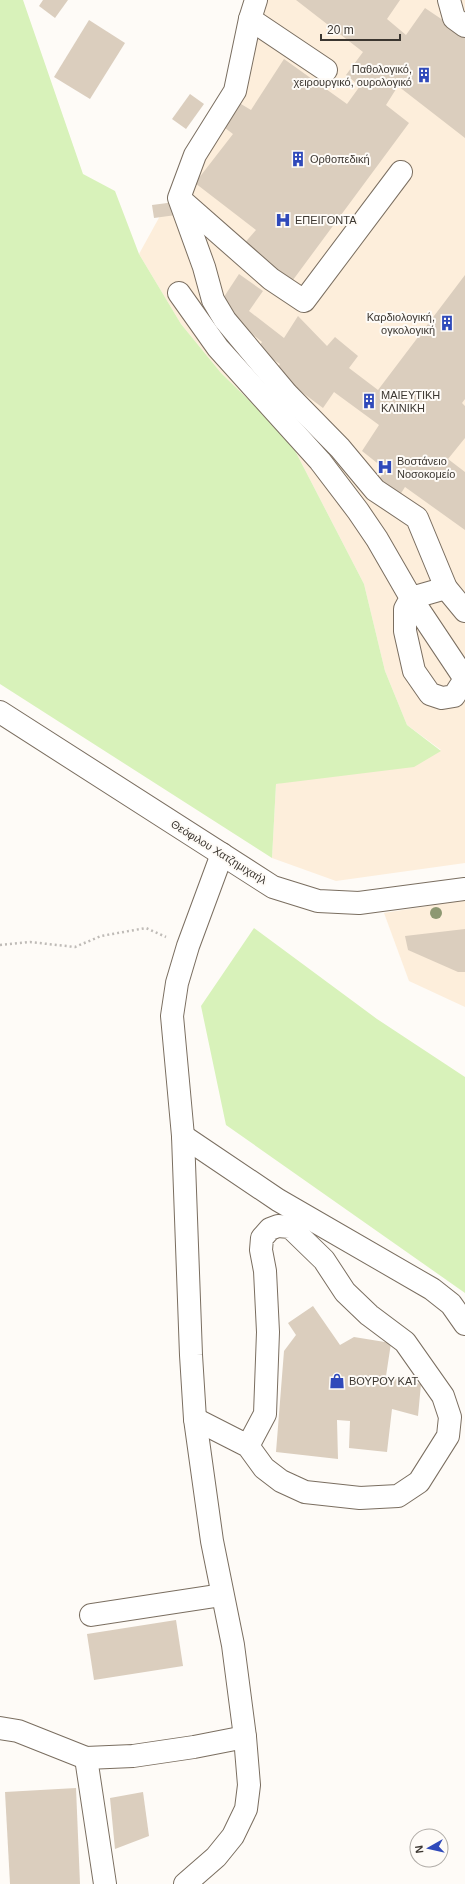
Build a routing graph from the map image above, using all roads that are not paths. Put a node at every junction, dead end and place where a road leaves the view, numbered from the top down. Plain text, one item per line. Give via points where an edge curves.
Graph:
1 (449, 0) edge
2 (253, 9) edge
3 (465, 26) edge
4 (326, 70) dead end
5 (401, 172) dead end
6 (179, 198) junction
7 (179, 293) dead end
8 (459, 602) edge
9 (0, 712) edge
10 (222, 854) junction
11 (465, 889) edge
12 (183, 1136) junction
13 (465, 1324) edge
14 (195, 1419) junction
15 (248, 1446) junction
16 (222, 1595) junction
17 (91, 1615) dead end
18 (0, 1728) edge
19 (245, 1736) junction
20 (86, 1758) junction
21 (105, 1884) edge
22 (185, 1884) edge

1 - 3 street via 454,18
2 - 4 street
2 - 6 street via 235,91 195,155
5 - 6 street via 304,301 271,279
6 - 8 street via 213,300 225,320 287,394 340,448 375,490 416,518
7 - 8 street via 218,348 320,461 377,539 411,598
9 - 10 street, Θεόφιλου Χατζημιχαήλ
10 - 11 street, Θεόφιλου Χατζημιχαήλ via 273,887 318,901 359,903
10 - 12 street via 188,946 177,983 172,1016
12 - 13 street via 278,1200 432,1289 451,1304
12 - 14 street
14 - 15 street
14 - 16 street
15 - 15 street via 264,1468 282,1481 305,1492 360,1498 383,1497 398,1496 419,1482 448,1436 450,1417 443,1396 405,1342 369,1315 345,1292 324,1260 290,1228 278,1226 270,1229 262,1238 268,1332 264,1414
16 - 17 street
16 - 19 street via 233,1645
18 - 20 street via 18,1731
19 - 20 street via 133,1756
19 - 22 street via 249,1785 246,1809 233,1836 216,1857
20 - 21 street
══════════════════════════════
**What is expected**
Print every record above exactly as written, leaving out the pictures.

**Task result**
Build a routing graph from the map image above, using all roads that are not paths. Put a node at every junction, dead end and place where a road leaves the view, numbered from the top down. Plain text, one item per line. Give via points where an edge curves.
Graph:
1 (449, 0) edge
2 (253, 9) edge
3 (465, 26) edge
4 (326, 70) dead end
5 (401, 172) dead end
6 (179, 198) junction
7 (179, 293) dead end
8 (459, 602) edge
9 (0, 712) edge
10 (222, 854) junction
11 (465, 889) edge
12 (183, 1136) junction
13 (465, 1324) edge
14 (195, 1419) junction
15 (248, 1446) junction
16 (222, 1595) junction
17 (91, 1615) dead end
18 (0, 1728) edge
19 (245, 1736) junction
20 (86, 1758) junction
21 (105, 1884) edge
22 (185, 1884) edge

1 - 3 street via 454,18
2 - 4 street
2 - 6 street via 235,91 195,155
5 - 6 street via 304,301 271,279
6 - 8 street via 213,300 225,320 287,394 340,448 375,490 416,518
7 - 8 street via 218,348 320,461 377,539 411,598
9 - 10 street, Θεόφιλου Χατζημιχαήλ
10 - 11 street, Θεόφιλου Χατζημιχαήλ via 273,887 318,901 359,903
10 - 12 street via 188,946 177,983 172,1016
12 - 13 street via 278,1200 432,1289 451,1304
12 - 14 street
14 - 15 street
14 - 16 street
15 - 15 street via 264,1468 282,1481 305,1492 360,1498 383,1497 398,1496 419,1482 448,1436 450,1417 443,1396 405,1342 369,1315 345,1292 324,1260 290,1228 278,1226 270,1229 262,1238 268,1332 264,1414
16 - 17 street
16 - 19 street via 233,1645
18 - 20 street via 18,1731
19 - 20 street via 133,1756
19 - 22 street via 249,1785 246,1809 233,1836 216,1857
20 - 21 street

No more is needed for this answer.